### Your instructions:
An image-free reproduction of the data below is needed: print it exactly.

Segment Start: Provided material

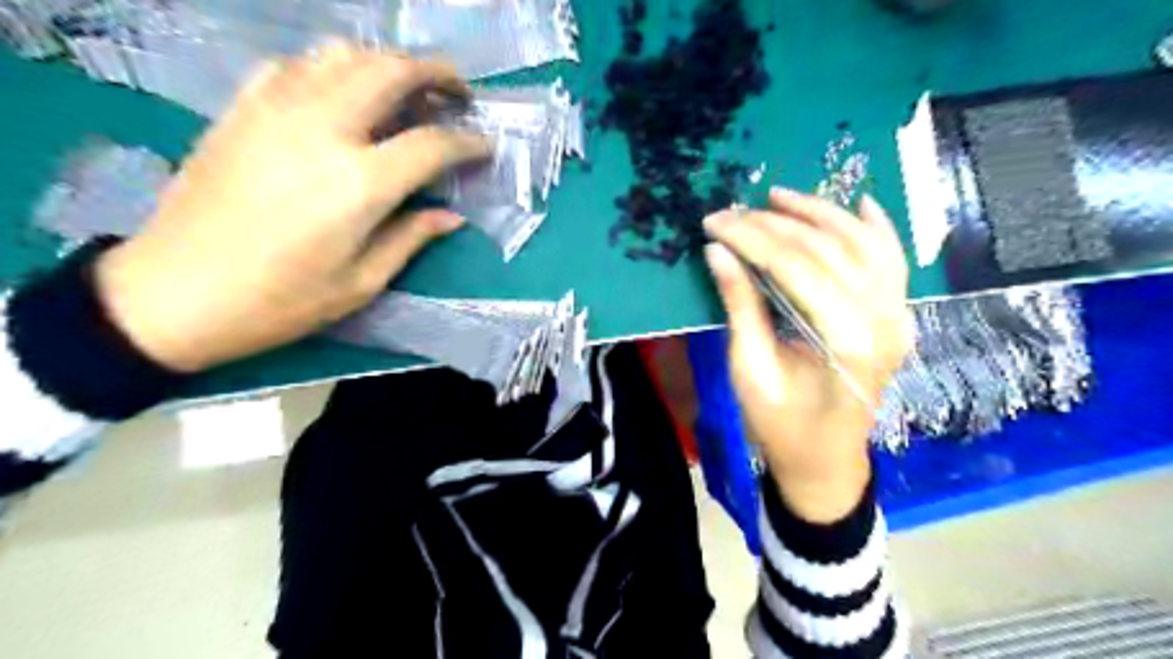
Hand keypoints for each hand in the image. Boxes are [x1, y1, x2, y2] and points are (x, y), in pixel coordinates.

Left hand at [93, 43, 491, 373]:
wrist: (174, 293)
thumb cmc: (280, 301)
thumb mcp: (361, 282)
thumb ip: (411, 238)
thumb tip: (451, 216)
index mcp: (359, 184)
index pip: (431, 143)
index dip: (467, 142)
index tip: (485, 146)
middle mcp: (322, 131)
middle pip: (390, 72)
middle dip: (435, 74)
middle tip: (457, 92)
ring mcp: (276, 111)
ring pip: (343, 56)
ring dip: (386, 63)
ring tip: (406, 88)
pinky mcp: (243, 109)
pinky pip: (295, 65)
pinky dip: (331, 68)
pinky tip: (342, 92)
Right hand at [700, 187, 909, 522]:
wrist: (827, 461)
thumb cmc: (782, 428)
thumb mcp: (750, 370)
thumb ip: (740, 307)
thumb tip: (718, 251)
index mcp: (847, 341)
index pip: (795, 267)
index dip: (751, 238)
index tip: (714, 221)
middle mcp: (883, 320)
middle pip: (827, 250)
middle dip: (775, 224)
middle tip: (732, 211)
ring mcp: (897, 316)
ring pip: (862, 244)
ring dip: (820, 214)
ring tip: (778, 196)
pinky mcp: (896, 316)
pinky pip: (892, 261)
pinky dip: (876, 228)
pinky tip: (858, 202)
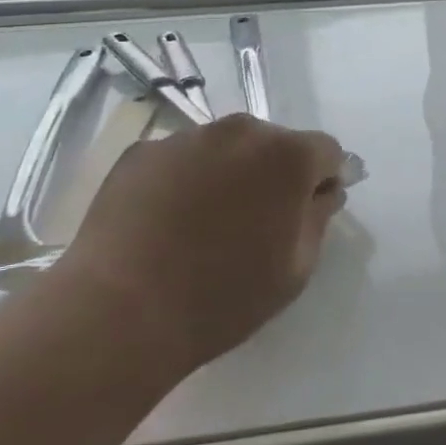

Segment End: Provided material

### Your solution:
Hand keypoints for each hand in the image. Boxes are [x1, y1, x2, y2] and points are (x, y), in pixel coordinates.

Left hand at [93, 43, 491, 373]:
wrist: (174, 293)
thumb cmc: (280, 301)
thumb mcp: (361, 282)
thumb ip: (411, 238)
thumb tip: (451, 216)
index mcp: (359, 184)
index pip: (431, 143)
index dip: (467, 142)
index tip: (485, 146)
middle mcp: (322, 131)
middle pip: (390, 72)
middle dip: (435, 74)
middle tip: (457, 92)
ring mcp: (276, 111)
ring pip: (343, 56)
ring dip: (386, 63)
ring tip: (406, 88)
pinky mcp: (243, 109)
pinky pip: (295, 65)
pinky dip: (331, 68)
pinky tip: (342, 92)
Right hand at [700, 187, 909, 522]:
wrist: (827, 461)
thumb cmc: (782, 428)
thumb mcp: (750, 370)
thumb ip: (740, 307)
thumb tip: (718, 251)
index mcp: (847, 341)
index pip: (795, 267)
index dip: (751, 238)
index tip: (714, 221)
middle mcp: (883, 320)
middle pip: (827, 250)
middle dip: (775, 224)
middle tip: (732, 211)
ring mcp: (897, 316)
ring pip: (862, 244)
ring dip: (820, 214)
ring tip: (778, 196)
pinky mcp: (896, 316)
pinky pip: (892, 261)
pinky dip: (876, 228)
pinky tip: (858, 202)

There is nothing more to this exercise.